◆ **Exercise**: Please restate the data that follows word for word, with the pictures left out.

◆ **Exercise input**:
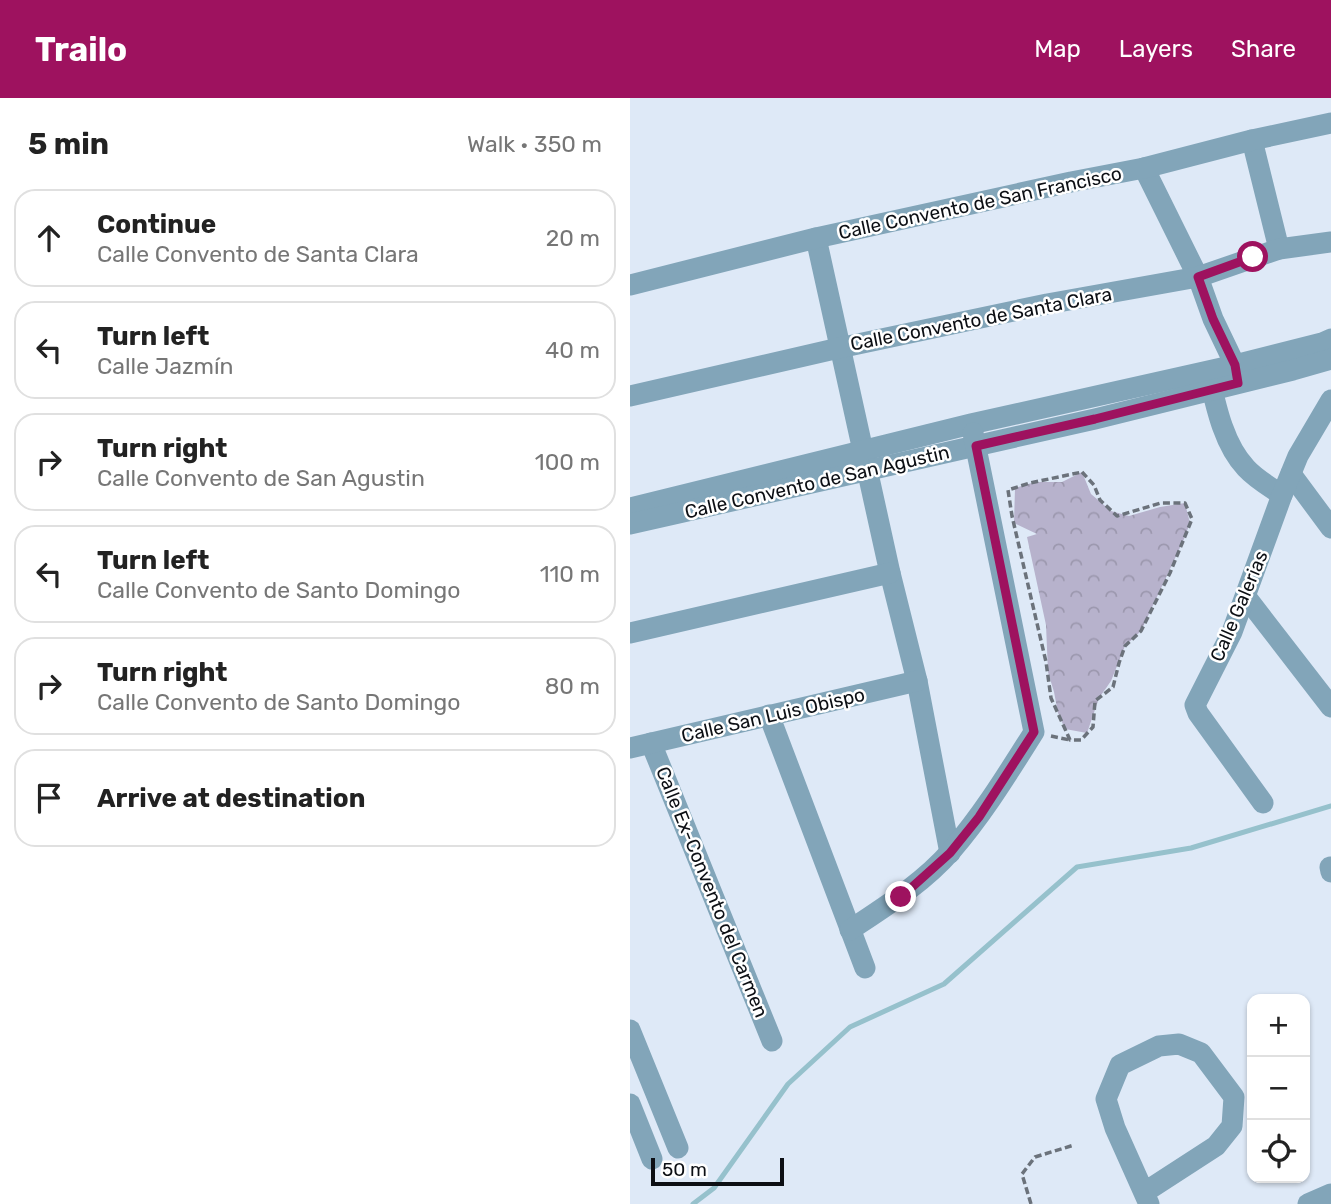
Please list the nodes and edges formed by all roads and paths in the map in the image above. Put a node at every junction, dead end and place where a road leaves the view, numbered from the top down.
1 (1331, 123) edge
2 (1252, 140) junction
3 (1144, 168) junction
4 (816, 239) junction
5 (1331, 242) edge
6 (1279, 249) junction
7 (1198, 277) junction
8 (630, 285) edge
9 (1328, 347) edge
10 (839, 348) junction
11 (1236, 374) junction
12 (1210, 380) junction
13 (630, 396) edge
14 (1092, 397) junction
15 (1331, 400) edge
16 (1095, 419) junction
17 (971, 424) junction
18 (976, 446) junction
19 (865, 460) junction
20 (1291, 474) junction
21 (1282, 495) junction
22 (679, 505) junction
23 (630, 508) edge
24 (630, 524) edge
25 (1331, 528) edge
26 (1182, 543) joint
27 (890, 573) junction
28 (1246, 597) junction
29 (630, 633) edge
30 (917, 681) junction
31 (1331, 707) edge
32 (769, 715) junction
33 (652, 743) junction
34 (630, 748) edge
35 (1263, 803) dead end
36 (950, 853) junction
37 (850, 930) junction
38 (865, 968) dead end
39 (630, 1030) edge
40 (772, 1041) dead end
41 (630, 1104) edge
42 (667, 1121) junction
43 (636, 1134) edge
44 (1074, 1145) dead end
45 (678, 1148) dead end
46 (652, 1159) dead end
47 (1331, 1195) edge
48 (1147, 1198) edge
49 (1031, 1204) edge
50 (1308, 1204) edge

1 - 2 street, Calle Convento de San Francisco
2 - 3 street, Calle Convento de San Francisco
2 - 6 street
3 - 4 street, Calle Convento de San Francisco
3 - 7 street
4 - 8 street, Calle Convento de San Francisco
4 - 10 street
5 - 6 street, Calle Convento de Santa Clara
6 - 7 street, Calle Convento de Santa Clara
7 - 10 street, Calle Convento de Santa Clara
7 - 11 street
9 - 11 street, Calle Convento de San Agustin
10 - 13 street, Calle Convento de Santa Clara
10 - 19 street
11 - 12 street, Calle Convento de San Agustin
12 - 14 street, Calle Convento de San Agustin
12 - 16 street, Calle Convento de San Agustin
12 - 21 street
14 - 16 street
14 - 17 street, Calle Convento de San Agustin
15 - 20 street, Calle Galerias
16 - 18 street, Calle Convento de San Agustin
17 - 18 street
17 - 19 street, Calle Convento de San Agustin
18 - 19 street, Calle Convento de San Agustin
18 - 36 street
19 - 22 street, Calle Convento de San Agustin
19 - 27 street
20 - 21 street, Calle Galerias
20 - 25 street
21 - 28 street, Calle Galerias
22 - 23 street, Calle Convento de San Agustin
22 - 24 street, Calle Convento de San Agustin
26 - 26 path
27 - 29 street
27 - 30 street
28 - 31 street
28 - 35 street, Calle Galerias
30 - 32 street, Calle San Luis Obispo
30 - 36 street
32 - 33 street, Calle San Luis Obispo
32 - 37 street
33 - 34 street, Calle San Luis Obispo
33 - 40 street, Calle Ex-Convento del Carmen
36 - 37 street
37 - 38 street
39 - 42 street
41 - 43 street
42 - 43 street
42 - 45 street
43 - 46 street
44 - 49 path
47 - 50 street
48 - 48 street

◆ **Solution to this exercise**:
Please list the nodes and edges formed by all roads and paths in the map in the image above. Put a node at every junction, dead end and place where a road leaves the view, numbered from the top down.
1 (1331, 123) edge
2 (1252, 140) junction
3 (1144, 168) junction
4 (816, 239) junction
5 (1331, 242) edge
6 (1279, 249) junction
7 (1198, 277) junction
8 (630, 285) edge
9 (1328, 347) edge
10 (839, 348) junction
11 (1236, 374) junction
12 (1210, 380) junction
13 (630, 396) edge
14 (1092, 397) junction
15 (1331, 400) edge
16 (1095, 419) junction
17 (971, 424) junction
18 (976, 446) junction
19 (865, 460) junction
20 (1291, 474) junction
21 (1282, 495) junction
22 (679, 505) junction
23 (630, 508) edge
24 (630, 524) edge
25 (1331, 528) edge
26 (1182, 543) joint
27 (890, 573) junction
28 (1246, 597) junction
29 (630, 633) edge
30 (917, 681) junction
31 (1331, 707) edge
32 (769, 715) junction
33 (652, 743) junction
34 (630, 748) edge
35 (1263, 803) dead end
36 (950, 853) junction
37 (850, 930) junction
38 (865, 968) dead end
39 (630, 1030) edge
40 (772, 1041) dead end
41 (630, 1104) edge
42 (667, 1121) junction
43 (636, 1134) edge
44 (1074, 1145) dead end
45 (678, 1148) dead end
46 (652, 1159) dead end
47 (1331, 1195) edge
48 (1147, 1198) edge
49 (1031, 1204) edge
50 (1308, 1204) edge

1 - 2 street, Calle Convento de San Francisco
2 - 3 street, Calle Convento de San Francisco
2 - 6 street
3 - 4 street, Calle Convento de San Francisco
3 - 7 street
4 - 8 street, Calle Convento de San Francisco
4 - 10 street
5 - 6 street, Calle Convento de Santa Clara
6 - 7 street, Calle Convento de Santa Clara
7 - 10 street, Calle Convento de Santa Clara
7 - 11 street
9 - 11 street, Calle Convento de San Agustin
10 - 13 street, Calle Convento de Santa Clara
10 - 19 street
11 - 12 street, Calle Convento de San Agustin
12 - 14 street, Calle Convento de San Agustin
12 - 16 street, Calle Convento de San Agustin
12 - 21 street
14 - 16 street
14 - 17 street, Calle Convento de San Agustin
15 - 20 street, Calle Galerias
16 - 18 street, Calle Convento de San Agustin
17 - 18 street
17 - 19 street, Calle Convento de San Agustin
18 - 19 street, Calle Convento de San Agustin
18 - 36 street
19 - 22 street, Calle Convento de San Agustin
19 - 27 street
20 - 21 street, Calle Galerias
20 - 25 street
21 - 28 street, Calle Galerias
22 - 23 street, Calle Convento de San Agustin
22 - 24 street, Calle Convento de San Agustin
26 - 26 path
27 - 29 street
27 - 30 street
28 - 31 street
28 - 35 street, Calle Galerias
30 - 32 street, Calle San Luis Obispo
30 - 36 street
32 - 33 street, Calle San Luis Obispo
32 - 37 street
33 - 34 street, Calle San Luis Obispo
33 - 40 street, Calle Ex-Convento del Carmen
36 - 37 street
37 - 38 street
39 - 42 street
41 - 43 street
42 - 43 street
42 - 45 street
43 - 46 street
44 - 49 path
47 - 50 street
48 - 48 street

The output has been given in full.